BEIJING - China's response to US B-52 bombers in its newly-declared air zone was "too slow", state-run media said Thursday, fuelling a popular clamour for Beijing to get tough against Japan and the US. Beijing's declaration of a new Air Defence Identification Zone (ADIZ) including Tokyo-administered islands at the centre of a tense dispute between the two neighbours has provoked global concern.
The US has a security alliance with Japan and announced that it had sent two US Stratofortress planes into the zone without obeying Beijing's rules, in an unmistakable message ahead of a visit to the region by Vice-President Joe Biden.
China's defence ministry issued a statement 11 hours later saying the military "monitored the entire process" of the B-52 flights, without expressing regret or anger or threatening direct action.
The Global Times, which is close to China's ruling Communist Party and often strikes a nationalist tone, criticised the reaction as "too slow" in an editorial Thursday.
"We failed in offering a timely and ideal response," it said, adding that Chinese officials needed to react to the "psychological battles" by the US.
The government-run China Daily added that Washington's move risked fuelling Tokyo's "dangerous belligerence" and putting China and the US "on a collision course. Which will prove much more hazardous than sending military aircraft to play chicken in the air".
China's Communist party uses nationalism as a key part of its claim to a right to rule, tapping into deep-seated popular resentment of Japan for its brutal invasion of China in the early 20th century.
Such passions are quickly aroused, and Chinese social media users called for Beijing to retaliate against Washington.

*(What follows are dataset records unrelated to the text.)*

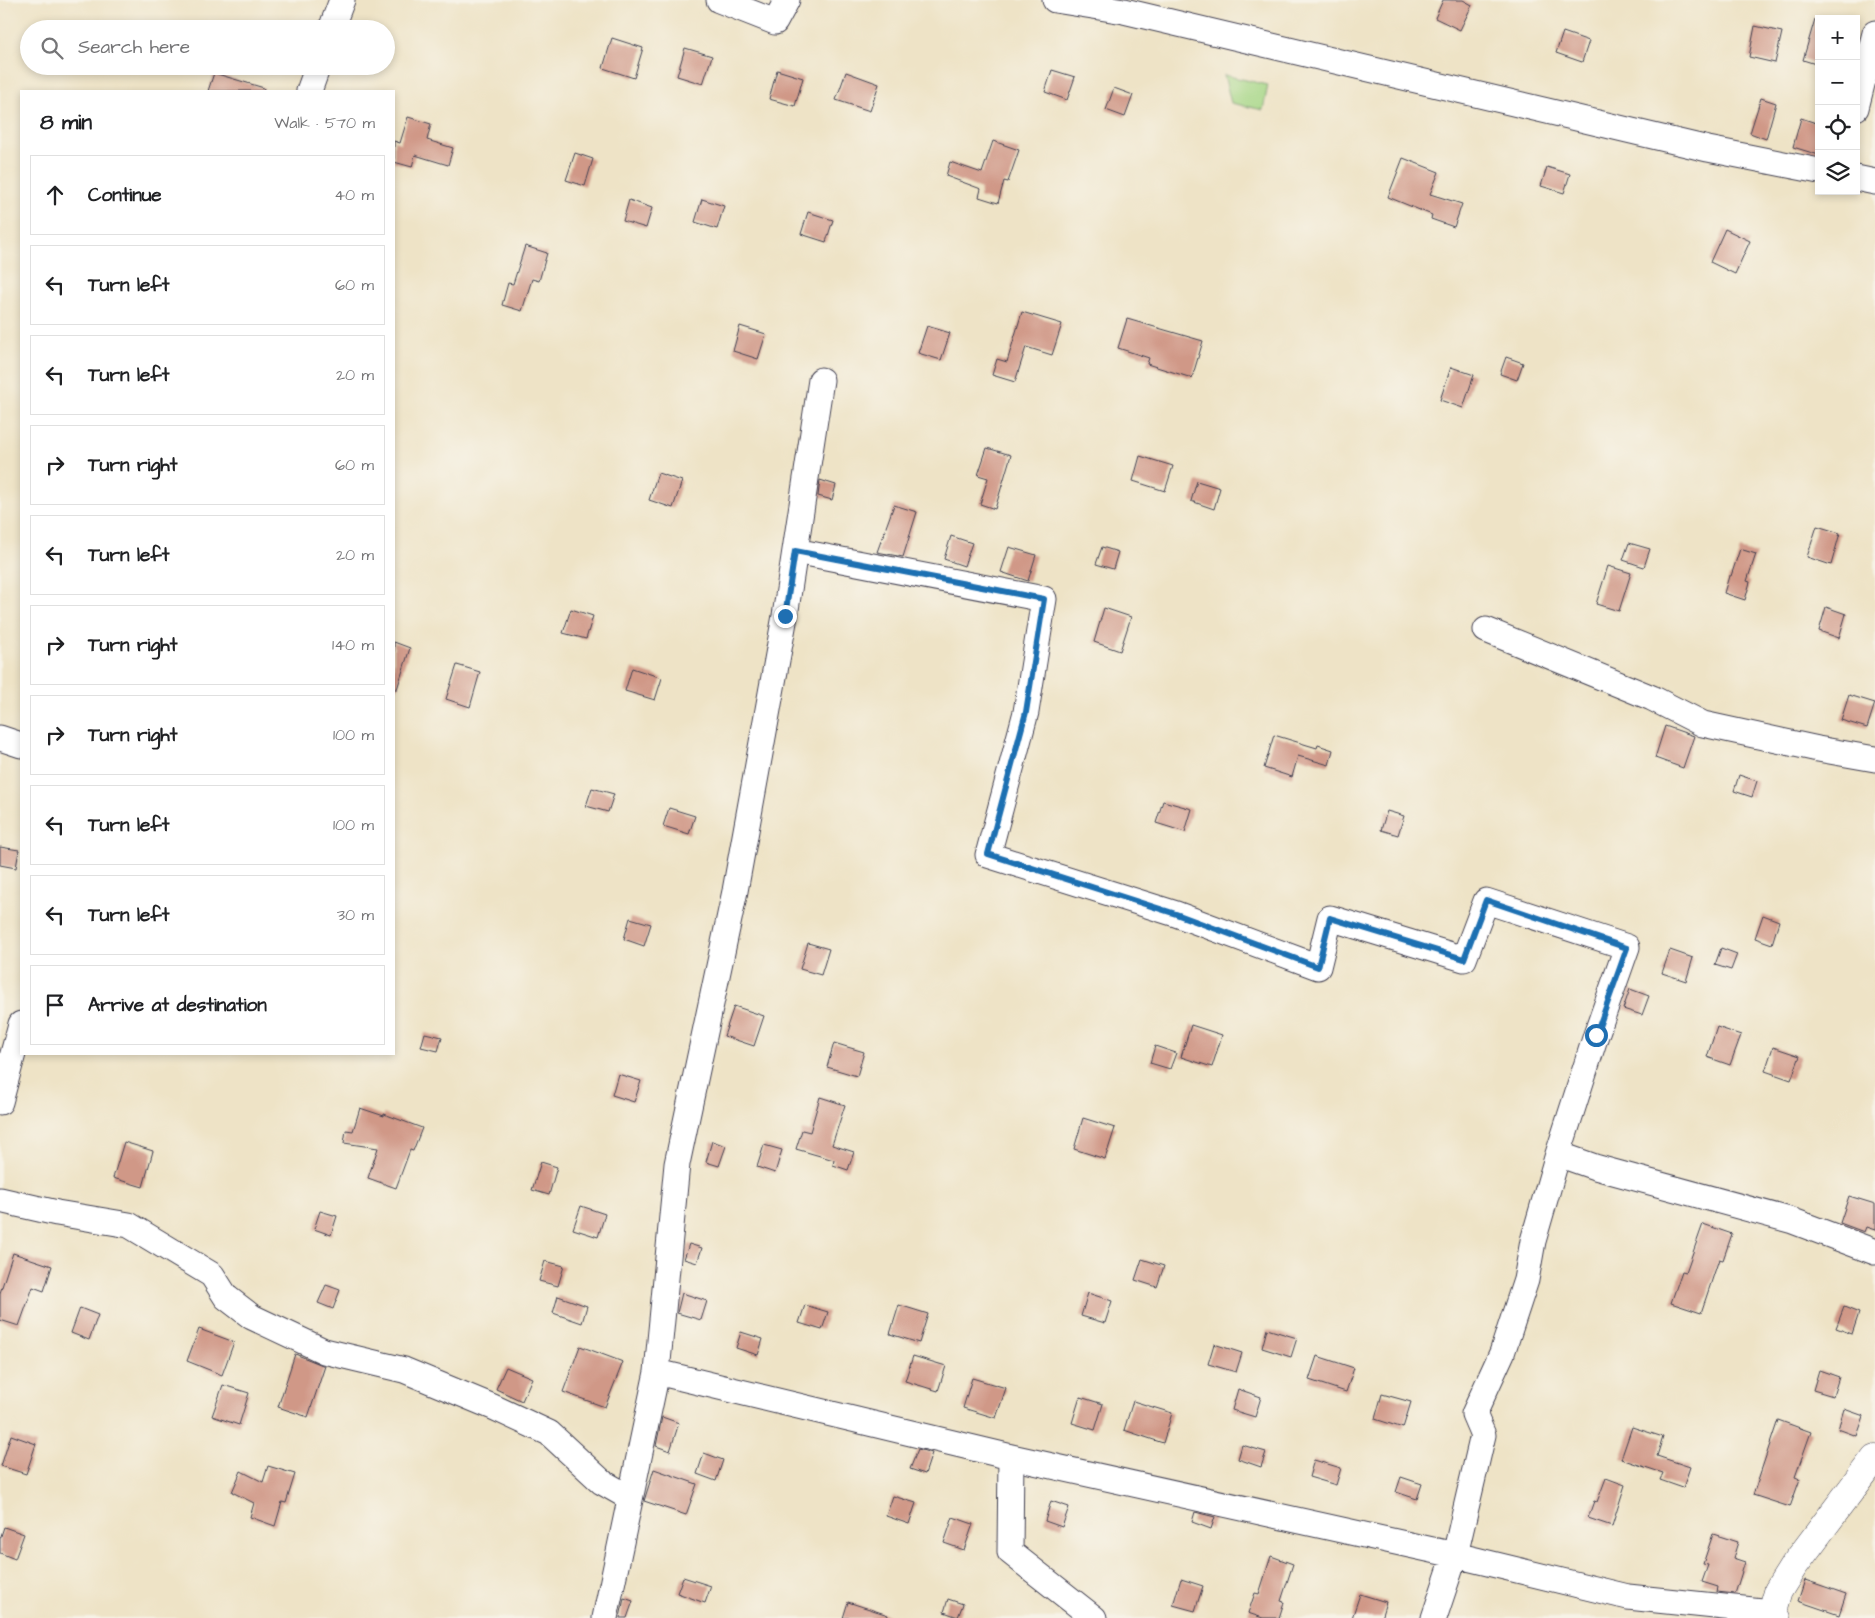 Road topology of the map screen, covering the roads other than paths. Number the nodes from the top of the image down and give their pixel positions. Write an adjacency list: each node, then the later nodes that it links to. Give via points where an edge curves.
1 (342, 0): 5 (street)
2 (719, 0): 3 (street, via 775,22)
3 (787, 0)
4 (1055, 0): 10 (street, via 1124,11 1708,149)
5 (334, 20)
6 (1875, 32): 9 (street)
7 (315, 75): 8 (street)
8 (309, 90)
9 (1857, 105)
10 (1815, 170)
11 (1860, 179): 12 (street)
12 (1875, 182)
13 (821, 380): 14 (street)
14 (795, 551): 21 (street, via 1044,599 1026,712 988,854 1176,914 1318,967 1330,918 1464,959 1486,900 1627,948); 24 (street, via 735,891 677,1164)
15 (1486, 630): 18 (street, via 1652,698 1704,724)
16 (0, 738): 17 (street)
17 (20, 745)
18 (1875, 760)
19 (20, 1028): 20 (street)
20 (0, 1102)
21 (1558, 1154): 23 (street, via 1793,1221); 28 (street, via 1533,1241 1526,1280 1502,1353 1474,1414 1483,1435)
22 (0, 1200): 27 (street, via 129,1225 212,1275 226,1297 252,1317 324,1351 404,1370 549,1433 602,1482)
23 (1875, 1252)
24 (657, 1372): 25 (street); 27 (street)
25 (1011, 1457): 28 (street); 31 (street, via 1010,1552)
26 (1875, 1458): 29 (main road, via 1778,1590)
27 (630, 1498): 30 (street)
28 (1454, 1555): 29 (street, via 1628,1597); 32 (street)
29 (1774, 1615)
30 (605, 1618)
31 (1094, 1618)
32 (1434, 1618)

"The US's bomber wandered around the edge of our ADIZ, I figure we should respond in kind. One good turn deserves another, right?" wrote one poster on Sina Weibo, a Chinese version of Twitter.
Another said the bomber flights "can only be called a provocation". One suggested that Beijing should cancel Biden's invitation, saying that if it "now announces that it was not the right time for Biden to visit China, would the US military still enter the ADIZ in the future as they like?"
The Chinese ADIZ requires aircraft to provide their flight plan, declare their nationality and maintain two-way radio communication, or face "defensive emergency measures".
The US and Japan accuse China of raising the stakes in the row over islands known as Senkaku in Japan and Diaoyu in China, and senior administration officials in Washington said on Wednesday that Biden plans to raise Washington's "concerns" about the zone during his visit to Beijing next week.
The trip will allow him to "make the broader point that there's an emerging pattern of behaviour by China that is unsettling to China's own neighbours and raising questions about how China operates in international space," an official said.
China's new ADIZ also overlaps South Korea's zone, incorporating a disputed, submerged, Seoul-controlled rock, and the South Korean military said Thursday one of its planes had flown through it without informing Beijing.
Australia on Thursday refused to backdown from criticism of the new air zone after Canberra summoned China's ambassador earlier this week, prompting a furious response from Beijing.
The Philippines also voiced concern Thursday that China may extend control of air space over disputed areas of the South China Sea.
China for its part has accused the US and Japan - which have both maintained ADIZs for years - of double standards, and says the real provocateur is Tokyo. The dispute lay dormant for decades but escalated in September 2012 when Tokyo purchased three of the uninhabited outcrops from private owners.
Beijing accused Tokyo of altering the status quo and has since sent surveillance ships and aircraft to the area as shows of force, prompting Japan to scramble fighter jets 386 times in the 12 months to September.
After an unidentified drone flew towards the islands, Tokyo threatened to shoot down such aircraft, which Beijing warned would amount to an "act of war".
The manoeuvres have raised fears of an accidental clash but both countries have strong commercial incentives to avoid conflict.
As the world's second- and third-largest economies, they share significant trade links.